Work required =>
Reproduce each entry below in full, exactly as it was given.
----
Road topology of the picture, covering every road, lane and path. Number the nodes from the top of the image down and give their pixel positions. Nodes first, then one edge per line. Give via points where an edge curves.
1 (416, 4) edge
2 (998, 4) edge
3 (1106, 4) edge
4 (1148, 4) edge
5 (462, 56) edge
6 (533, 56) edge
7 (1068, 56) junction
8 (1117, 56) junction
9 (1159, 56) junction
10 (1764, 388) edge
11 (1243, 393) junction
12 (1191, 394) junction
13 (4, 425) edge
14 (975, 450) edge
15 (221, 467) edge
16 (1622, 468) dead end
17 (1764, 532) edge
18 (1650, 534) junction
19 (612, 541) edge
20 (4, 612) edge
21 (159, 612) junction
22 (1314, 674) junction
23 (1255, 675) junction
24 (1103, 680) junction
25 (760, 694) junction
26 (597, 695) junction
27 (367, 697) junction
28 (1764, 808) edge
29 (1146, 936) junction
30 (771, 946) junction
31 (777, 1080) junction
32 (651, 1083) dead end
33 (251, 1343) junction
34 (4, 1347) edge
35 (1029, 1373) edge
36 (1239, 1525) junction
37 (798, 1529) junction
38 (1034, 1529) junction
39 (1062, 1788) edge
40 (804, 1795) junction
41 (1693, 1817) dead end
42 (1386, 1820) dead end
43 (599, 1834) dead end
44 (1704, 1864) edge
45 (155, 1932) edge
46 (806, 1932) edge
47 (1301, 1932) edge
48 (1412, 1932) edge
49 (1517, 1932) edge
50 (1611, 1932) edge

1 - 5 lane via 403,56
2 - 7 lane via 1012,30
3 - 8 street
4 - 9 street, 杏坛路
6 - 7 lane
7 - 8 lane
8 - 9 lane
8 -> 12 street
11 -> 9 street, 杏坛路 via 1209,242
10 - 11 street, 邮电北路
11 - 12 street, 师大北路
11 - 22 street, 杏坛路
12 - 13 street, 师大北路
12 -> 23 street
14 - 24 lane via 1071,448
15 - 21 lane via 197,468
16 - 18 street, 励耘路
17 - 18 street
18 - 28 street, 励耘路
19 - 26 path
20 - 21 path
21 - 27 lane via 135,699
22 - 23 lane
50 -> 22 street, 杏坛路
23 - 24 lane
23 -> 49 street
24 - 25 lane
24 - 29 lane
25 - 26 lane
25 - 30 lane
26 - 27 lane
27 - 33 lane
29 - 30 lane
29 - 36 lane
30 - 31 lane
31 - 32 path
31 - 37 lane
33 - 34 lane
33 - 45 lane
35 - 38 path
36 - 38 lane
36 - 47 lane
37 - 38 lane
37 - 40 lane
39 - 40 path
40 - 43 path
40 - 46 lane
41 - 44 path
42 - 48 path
----
Task response =>
Road topology of the picture, covering every road, lane and path. Number the nodes from the top of the image down and give their pixel positions. Nodes first, then one edge per line. Give via points where an edge curves.
1 (416, 4) edge
2 (998, 4) edge
3 (1106, 4) edge
4 (1148, 4) edge
5 (462, 56) edge
6 (533, 56) edge
7 (1068, 56) junction
8 (1117, 56) junction
9 (1159, 56) junction
10 (1764, 388) edge
11 (1243, 393) junction
12 (1191, 394) junction
13 (4, 425) edge
14 (975, 450) edge
15 (221, 467) edge
16 (1622, 468) dead end
17 (1764, 532) edge
18 (1650, 534) junction
19 (612, 541) edge
20 (4, 612) edge
21 (159, 612) junction
22 (1314, 674) junction
23 (1255, 675) junction
24 (1103, 680) junction
25 (760, 694) junction
26 (597, 695) junction
27 (367, 697) junction
28 (1764, 808) edge
29 (1146, 936) junction
30 (771, 946) junction
31 (777, 1080) junction
32 (651, 1083) dead end
33 (251, 1343) junction
34 (4, 1347) edge
35 (1029, 1373) edge
36 (1239, 1525) junction
37 (798, 1529) junction
38 (1034, 1529) junction
39 (1062, 1788) edge
40 (804, 1795) junction
41 (1693, 1817) dead end
42 (1386, 1820) dead end
43 (599, 1834) dead end
44 (1704, 1864) edge
45 (155, 1932) edge
46 (806, 1932) edge
47 (1301, 1932) edge
48 (1412, 1932) edge
49 (1517, 1932) edge
50 (1611, 1932) edge

1 - 5 lane via 403,56
2 - 7 lane via 1012,30
3 - 8 street
4 - 9 street, 杏坛路
6 - 7 lane
7 - 8 lane
8 - 9 lane
8 -> 12 street
11 -> 9 street, 杏坛路 via 1209,242
10 - 11 street, 邮电北路
11 - 12 street, 师大北路
11 - 22 street, 杏坛路
12 - 13 street, 师大北路
12 -> 23 street
14 - 24 lane via 1071,448
15 - 21 lane via 197,468
16 - 18 street, 励耘路
17 - 18 street
18 - 28 street, 励耘路
19 - 26 path
20 - 21 path
21 - 27 lane via 135,699
22 - 23 lane
50 -> 22 street, 杏坛路
23 - 24 lane
23 -> 49 street
24 - 25 lane
24 - 29 lane
25 - 26 lane
25 - 30 lane
26 - 27 lane
27 - 33 lane
29 - 30 lane
29 - 36 lane
30 - 31 lane
31 - 32 path
31 - 37 lane
33 - 34 lane
33 - 45 lane
35 - 38 path
36 - 38 lane
36 - 47 lane
37 - 38 lane
37 - 40 lane
39 - 40 path
40 - 43 path
40 - 46 lane
41 - 44 path
42 - 48 path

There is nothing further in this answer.